_Directions for this task_: Please restate the entries verbatim. The copy should hold no pictures.

_Data under study_:
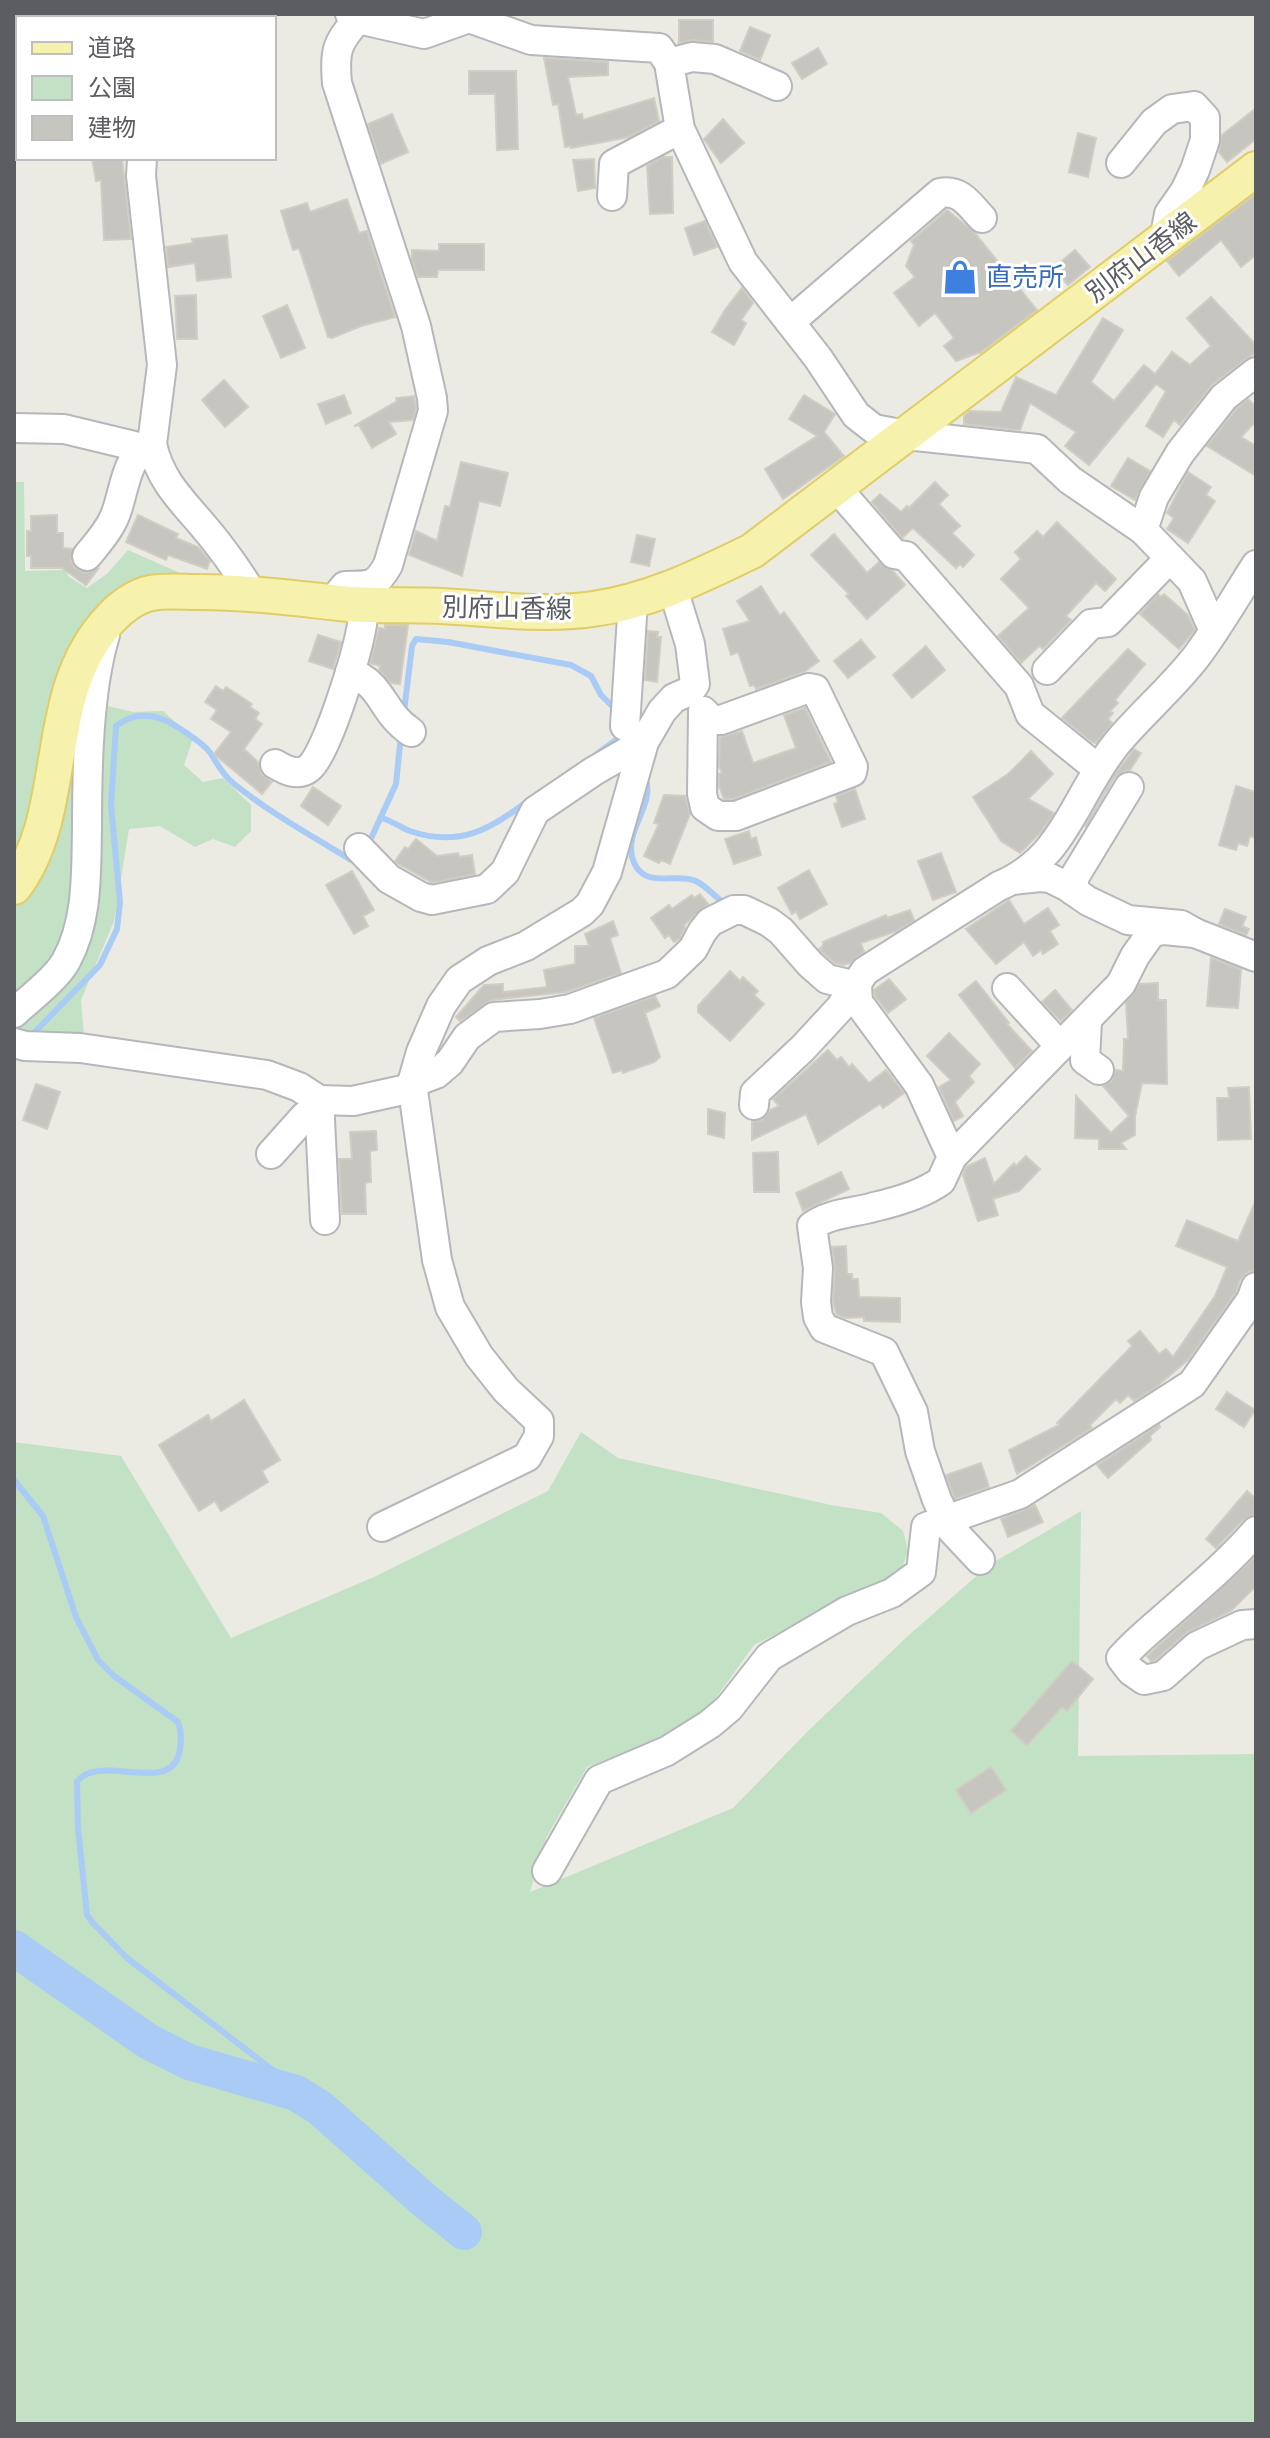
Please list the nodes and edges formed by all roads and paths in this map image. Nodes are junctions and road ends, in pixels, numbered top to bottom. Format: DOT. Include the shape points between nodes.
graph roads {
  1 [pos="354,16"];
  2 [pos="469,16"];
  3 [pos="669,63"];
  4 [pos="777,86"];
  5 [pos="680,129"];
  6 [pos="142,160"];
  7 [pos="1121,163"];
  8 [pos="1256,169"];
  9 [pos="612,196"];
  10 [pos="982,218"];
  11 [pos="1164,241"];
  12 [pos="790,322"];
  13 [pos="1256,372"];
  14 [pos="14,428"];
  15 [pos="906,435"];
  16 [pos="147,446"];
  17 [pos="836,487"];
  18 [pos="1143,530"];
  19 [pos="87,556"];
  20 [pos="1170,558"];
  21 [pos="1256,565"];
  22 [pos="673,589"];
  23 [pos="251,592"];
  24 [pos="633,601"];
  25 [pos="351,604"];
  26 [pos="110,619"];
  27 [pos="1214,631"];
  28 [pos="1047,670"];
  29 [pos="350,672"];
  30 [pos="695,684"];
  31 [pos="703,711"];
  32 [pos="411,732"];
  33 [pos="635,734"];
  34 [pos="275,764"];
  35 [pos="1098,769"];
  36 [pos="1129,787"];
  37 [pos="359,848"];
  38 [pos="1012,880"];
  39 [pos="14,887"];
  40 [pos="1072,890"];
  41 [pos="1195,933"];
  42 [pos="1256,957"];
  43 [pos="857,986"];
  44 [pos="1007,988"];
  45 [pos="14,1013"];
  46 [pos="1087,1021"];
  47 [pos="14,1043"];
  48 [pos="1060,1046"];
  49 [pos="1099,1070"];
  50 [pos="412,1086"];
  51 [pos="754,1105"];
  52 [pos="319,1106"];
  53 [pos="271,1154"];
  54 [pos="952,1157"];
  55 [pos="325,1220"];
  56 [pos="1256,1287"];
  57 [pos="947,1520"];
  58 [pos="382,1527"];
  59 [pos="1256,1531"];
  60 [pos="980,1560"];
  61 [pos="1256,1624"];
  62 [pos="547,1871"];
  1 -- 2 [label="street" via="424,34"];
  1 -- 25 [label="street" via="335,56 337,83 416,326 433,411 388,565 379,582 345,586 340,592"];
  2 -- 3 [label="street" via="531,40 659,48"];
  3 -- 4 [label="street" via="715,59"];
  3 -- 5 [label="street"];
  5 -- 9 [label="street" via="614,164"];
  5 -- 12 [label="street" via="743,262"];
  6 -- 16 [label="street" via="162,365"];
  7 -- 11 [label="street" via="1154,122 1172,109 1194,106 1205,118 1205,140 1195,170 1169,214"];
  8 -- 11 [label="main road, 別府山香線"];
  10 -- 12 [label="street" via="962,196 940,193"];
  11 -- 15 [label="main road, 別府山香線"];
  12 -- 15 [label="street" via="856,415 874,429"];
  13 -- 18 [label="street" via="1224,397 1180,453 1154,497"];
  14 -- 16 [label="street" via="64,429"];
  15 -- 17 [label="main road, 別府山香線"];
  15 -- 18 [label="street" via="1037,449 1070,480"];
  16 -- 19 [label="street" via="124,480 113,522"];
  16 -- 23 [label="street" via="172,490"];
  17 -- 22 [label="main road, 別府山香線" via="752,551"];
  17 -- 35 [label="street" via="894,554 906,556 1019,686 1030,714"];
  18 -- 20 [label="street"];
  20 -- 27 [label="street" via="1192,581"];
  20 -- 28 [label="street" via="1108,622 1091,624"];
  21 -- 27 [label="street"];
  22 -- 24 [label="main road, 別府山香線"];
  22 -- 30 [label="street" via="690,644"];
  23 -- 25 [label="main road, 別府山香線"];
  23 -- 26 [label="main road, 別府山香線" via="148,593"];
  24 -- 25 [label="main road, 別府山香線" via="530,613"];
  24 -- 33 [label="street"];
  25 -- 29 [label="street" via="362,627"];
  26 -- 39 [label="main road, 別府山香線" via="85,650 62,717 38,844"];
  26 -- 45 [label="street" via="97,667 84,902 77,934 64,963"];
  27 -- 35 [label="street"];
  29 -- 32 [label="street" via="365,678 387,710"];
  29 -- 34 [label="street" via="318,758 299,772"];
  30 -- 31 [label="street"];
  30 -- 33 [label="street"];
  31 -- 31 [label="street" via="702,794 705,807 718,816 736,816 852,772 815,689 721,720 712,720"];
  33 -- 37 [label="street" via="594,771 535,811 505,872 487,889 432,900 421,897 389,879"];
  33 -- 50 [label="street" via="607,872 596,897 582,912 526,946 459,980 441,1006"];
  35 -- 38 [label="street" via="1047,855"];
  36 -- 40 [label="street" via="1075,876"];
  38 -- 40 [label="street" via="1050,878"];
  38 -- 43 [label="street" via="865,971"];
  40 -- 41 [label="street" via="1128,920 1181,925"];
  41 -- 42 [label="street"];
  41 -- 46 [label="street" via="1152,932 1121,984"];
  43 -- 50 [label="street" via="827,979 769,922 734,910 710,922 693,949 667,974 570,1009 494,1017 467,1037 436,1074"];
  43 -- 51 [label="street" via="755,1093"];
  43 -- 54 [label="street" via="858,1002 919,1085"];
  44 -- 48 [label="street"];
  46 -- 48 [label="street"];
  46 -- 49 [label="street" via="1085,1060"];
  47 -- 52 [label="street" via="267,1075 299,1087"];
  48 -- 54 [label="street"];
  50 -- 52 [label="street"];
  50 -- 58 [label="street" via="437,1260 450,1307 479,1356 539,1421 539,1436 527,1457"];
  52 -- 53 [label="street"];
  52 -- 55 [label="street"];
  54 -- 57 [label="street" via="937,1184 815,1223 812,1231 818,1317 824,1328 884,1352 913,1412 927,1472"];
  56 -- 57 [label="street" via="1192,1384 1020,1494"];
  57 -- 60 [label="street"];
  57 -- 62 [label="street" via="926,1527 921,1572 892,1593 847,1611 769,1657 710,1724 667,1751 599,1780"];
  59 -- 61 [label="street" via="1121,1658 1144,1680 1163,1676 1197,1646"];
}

_Written solution_:
Please list the nodes and edges formed by all roads and paths in this map image. Nodes are junctions and road ends, in pixels, numbered top to bottom. Format: DOT. Include the shape points between nodes.
graph roads {
  1 [pos="354,16"];
  2 [pos="469,16"];
  3 [pos="669,63"];
  4 [pos="777,86"];
  5 [pos="680,129"];
  6 [pos="142,160"];
  7 [pos="1121,163"];
  8 [pos="1256,169"];
  9 [pos="612,196"];
  10 [pos="982,218"];
  11 [pos="1164,241"];
  12 [pos="790,322"];
  13 [pos="1256,372"];
  14 [pos="14,428"];
  15 [pos="906,435"];
  16 [pos="147,446"];
  17 [pos="836,487"];
  18 [pos="1143,530"];
  19 [pos="87,556"];
  20 [pos="1170,558"];
  21 [pos="1256,565"];
  22 [pos="673,589"];
  23 [pos="251,592"];
  24 [pos="633,601"];
  25 [pos="351,604"];
  26 [pos="110,619"];
  27 [pos="1214,631"];
  28 [pos="1047,670"];
  29 [pos="350,672"];
  30 [pos="695,684"];
  31 [pos="703,711"];
  32 [pos="411,732"];
  33 [pos="635,734"];
  34 [pos="275,764"];
  35 [pos="1098,769"];
  36 [pos="1129,787"];
  37 [pos="359,848"];
  38 [pos="1012,880"];
  39 [pos="14,887"];
  40 [pos="1072,890"];
  41 [pos="1195,933"];
  42 [pos="1256,957"];
  43 [pos="857,986"];
  44 [pos="1007,988"];
  45 [pos="14,1013"];
  46 [pos="1087,1021"];
  47 [pos="14,1043"];
  48 [pos="1060,1046"];
  49 [pos="1099,1070"];
  50 [pos="412,1086"];
  51 [pos="754,1105"];
  52 [pos="319,1106"];
  53 [pos="271,1154"];
  54 [pos="952,1157"];
  55 [pos="325,1220"];
  56 [pos="1256,1287"];
  57 [pos="947,1520"];
  58 [pos="382,1527"];
  59 [pos="1256,1531"];
  60 [pos="980,1560"];
  61 [pos="1256,1624"];
  62 [pos="547,1871"];
  1 -- 2 [label="street" via="424,34"];
  1 -- 25 [label="street" via="335,56 337,83 416,326 433,411 388,565 379,582 345,586 340,592"];
  2 -- 3 [label="street" via="531,40 659,48"];
  3 -- 4 [label="street" via="715,59"];
  3 -- 5 [label="street"];
  5 -- 9 [label="street" via="614,164"];
  5 -- 12 [label="street" via="743,262"];
  6 -- 16 [label="street" via="162,365"];
  7 -- 11 [label="street" via="1154,122 1172,109 1194,106 1205,118 1205,140 1195,170 1169,214"];
  8 -- 11 [label="main road, 別府山香線"];
  10 -- 12 [label="street" via="962,196 940,193"];
  11 -- 15 [label="main road, 別府山香線"];
  12 -- 15 [label="street" via="856,415 874,429"];
  13 -- 18 [label="street" via="1224,397 1180,453 1154,497"];
  14 -- 16 [label="street" via="64,429"];
  15 -- 17 [label="main road, 別府山香線"];
  15 -- 18 [label="street" via="1037,449 1070,480"];
  16 -- 19 [label="street" via="124,480 113,522"];
  16 -- 23 [label="street" via="172,490"];
  17 -- 22 [label="main road, 別府山香線" via="752,551"];
  17 -- 35 [label="street" via="894,554 906,556 1019,686 1030,714"];
  18 -- 20 [label="street"];
  20 -- 27 [label="street" via="1192,581"];
  20 -- 28 [label="street" via="1108,622 1091,624"];
  21 -- 27 [label="street"];
  22 -- 24 [label="main road, 別府山香線"];
  22 -- 30 [label="street" via="690,644"];
  23 -- 25 [label="main road, 別府山香線"];
  23 -- 26 [label="main road, 別府山香線" via="148,593"];
  24 -- 25 [label="main road, 別府山香線" via="530,613"];
  24 -- 33 [label="street"];
  25 -- 29 [label="street" via="362,627"];
  26 -- 39 [label="main road, 別府山香線" via="85,650 62,717 38,844"];
  26 -- 45 [label="street" via="97,667 84,902 77,934 64,963"];
  27 -- 35 [label="street"];
  29 -- 32 [label="street" via="365,678 387,710"];
  29 -- 34 [label="street" via="318,758 299,772"];
  30 -- 31 [label="street"];
  30 -- 33 [label="street"];
  31 -- 31 [label="street" via="702,794 705,807 718,816 736,816 852,772 815,689 721,720 712,720"];
  33 -- 37 [label="street" via="594,771 535,811 505,872 487,889 432,900 421,897 389,879"];
  33 -- 50 [label="street" via="607,872 596,897 582,912 526,946 459,980 441,1006"];
  35 -- 38 [label="street" via="1047,855"];
  36 -- 40 [label="street" via="1075,876"];
  38 -- 40 [label="street" via="1050,878"];
  38 -- 43 [label="street" via="865,971"];
  40 -- 41 [label="street" via="1128,920 1181,925"];
  41 -- 42 [label="street"];
  41 -- 46 [label="street" via="1152,932 1121,984"];
  43 -- 50 [label="street" via="827,979 769,922 734,910 710,922 693,949 667,974 570,1009 494,1017 467,1037 436,1074"];
  43 -- 51 [label="street" via="755,1093"];
  43 -- 54 [label="street" via="858,1002 919,1085"];
  44 -- 48 [label="street"];
  46 -- 48 [label="street"];
  46 -- 49 [label="street" via="1085,1060"];
  47 -- 52 [label="street" via="267,1075 299,1087"];
  48 -- 54 [label="street"];
  50 -- 52 [label="street"];
  50 -- 58 [label="street" via="437,1260 450,1307 479,1356 539,1421 539,1436 527,1457"];
  52 -- 53 [label="street"];
  52 -- 55 [label="street"];
  54 -- 57 [label="street" via="937,1184 815,1223 812,1231 818,1317 824,1328 884,1352 913,1412 927,1472"];
  56 -- 57 [label="street" via="1192,1384 1020,1494"];
  57 -- 60 [label="street"];
  57 -- 62 [label="street" via="926,1527 921,1572 892,1593 847,1611 769,1657 710,1724 667,1751 599,1780"];
  59 -- 61 [label="street" via="1121,1658 1144,1680 1163,1676 1197,1646"];
}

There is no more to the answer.